Fontana di Corriga senza protezione: il Comune interviene e promette il restauro
20 Maggio 2026
Ieri l'assessora alle Attività produttive De Seneen ha risposto a un'interrogazione della minoranza presentata dal consigliere Federico

Oristano
Ieri l’assessora alle Attività produttive De Seneen ha risposto a un’interrogazione della minoranza presentata dal consigliere Federico
L’assessora alle Attività produttive Valentina de Seneen ha risposto all’interrogazione urgente dei consiglieri Francesco Federico, Francesca Marchi, Carla Della Volpe, Maria Speranza Perra, Massimiliano Daga, Maria Obinu, Umberto Marcoli e Giuseppe Obinu sulla mancata tutela della fontana di Corriga che chiedeva se l’amministrazione sia a conoscenza della mancata protezione dell’opera, dopo che la copertura è andata distrutta; se e come l’amministrazione riconosca l’alto valore della fontana e come voglia intervenire per tutelarla dal deterioramento e recuperarla al suo primo splendore; come si intende intervenire per proteggere pienamente la fontana al momento della futura apertura del cantiere di ristrutturazione del mercato civico.
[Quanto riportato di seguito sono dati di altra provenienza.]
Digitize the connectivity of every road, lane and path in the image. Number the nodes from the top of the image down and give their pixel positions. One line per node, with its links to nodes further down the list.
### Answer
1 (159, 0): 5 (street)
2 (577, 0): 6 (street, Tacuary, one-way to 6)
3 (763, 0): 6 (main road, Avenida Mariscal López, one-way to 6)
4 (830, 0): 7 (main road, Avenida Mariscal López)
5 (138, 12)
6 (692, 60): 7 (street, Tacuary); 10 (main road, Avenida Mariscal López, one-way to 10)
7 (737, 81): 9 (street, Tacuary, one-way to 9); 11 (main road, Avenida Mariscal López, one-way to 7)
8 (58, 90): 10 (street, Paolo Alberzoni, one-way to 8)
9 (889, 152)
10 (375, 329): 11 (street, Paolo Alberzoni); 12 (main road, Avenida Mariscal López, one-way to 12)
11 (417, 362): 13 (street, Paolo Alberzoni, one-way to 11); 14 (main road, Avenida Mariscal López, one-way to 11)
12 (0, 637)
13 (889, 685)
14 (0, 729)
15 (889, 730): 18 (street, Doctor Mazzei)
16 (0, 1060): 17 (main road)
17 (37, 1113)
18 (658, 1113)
L’assessore de Seneen ha risposto spiegando che “a seguito dei forti eventi meteorologici verificatisi nei mesi scorsi, parte del telo protettivo posto a copertura della fontana si era distaccato, compromettendo parzialmente la protezione del bene dagli agenti esterni e dalle interferenze derivanti dal contesto del cantiere del mercato civico. Il 21 aprile 2026 si è provveduto al ripristino del telo di protezione della fontana, al fine di preservarne la conservazione e garantirne la tutela nelle more dell’attuazione degli interventi complessivi previsti sul compendio mercatale. Contestualmente, l’amministrazione ha disposto un puntuale controllo dell’intera recinzione del cantiere e dei potenziali accessi all’area del mercato, procedendo al riconsolidamento delle chiusure e delle protezioni esistenti, per scongiurare accessi non autorizzati e prevenire eventuali azioni vandaliche. Allo stato attuale è in corso la redazione del progetto esecutivo per la riqualificazione del mercato civico che prevede le opere necessarie alla valorizzazione architettonica della fontana di Corriga nel contesto complessivo del nuovo assetto del mercato”.
“L’amministrazione comunale”, ha aggiunto De Seneen, “intende impegnarsi nel reperimento delle risorse economiche necessarie per gli interventi di restauro e valorizzazione del manufatto, attualmente non ricomprese tra le somme a disposizione dell’intervento di riqualificazione del Mercato Civico. È noto che, considerata la natura del bene culturale sottoposto a tutela e la particolare delicatezza degli interventi richiesti, il restauro comporterà un impegno economico significativo. Tuttavia, il Comune intende farsi carico della ricerca delle necessarie coperture finanziarie, nella consapevolezza che il pieno recupero della Fontana rappresenti un obiettivo prioritario per la tutela del patrimonio artistico cittadino. Il recupero della fontana troverà la sua massima valorizzazione proprio nell’ambito della riqualificazione del mercato civico, restituendo alla città un’opera di straordinario pregio artistico e identitario”.
“Non ho visto grande attenzione e cura in questi anni nel tutelare la fontana di Corriga”, ha detto nella replica Francesco Federico (Oristano democratica e possibile). “Mentre da una parte si celebra giustamente il maestro Corriga con l’attuale mostra a Palazzo Arcais, dall’altra quella che forse rappresenta la sua opera massima proprio nell’ambito dell’arte ceramica, quindi la fontana del mercato civico, versa in uno stato di assoluto abbandono. Quell’opera potrebbe rappresentare il simbolo di Oristano città della ceramica. Oristano si è lasciata sfuggire il Museo Regionale della Ceramica, oggi ospitato a Nuoro. Oristano, che di storia e di cultura ha ben poco da invidiare agli altri centri della Sardegna, non solo non riesce a valorizzare il proprio potenziale e i propri tesori, ma addirittura, come nel caso della fontana di Corriga, sembra anche dimenticarsene”.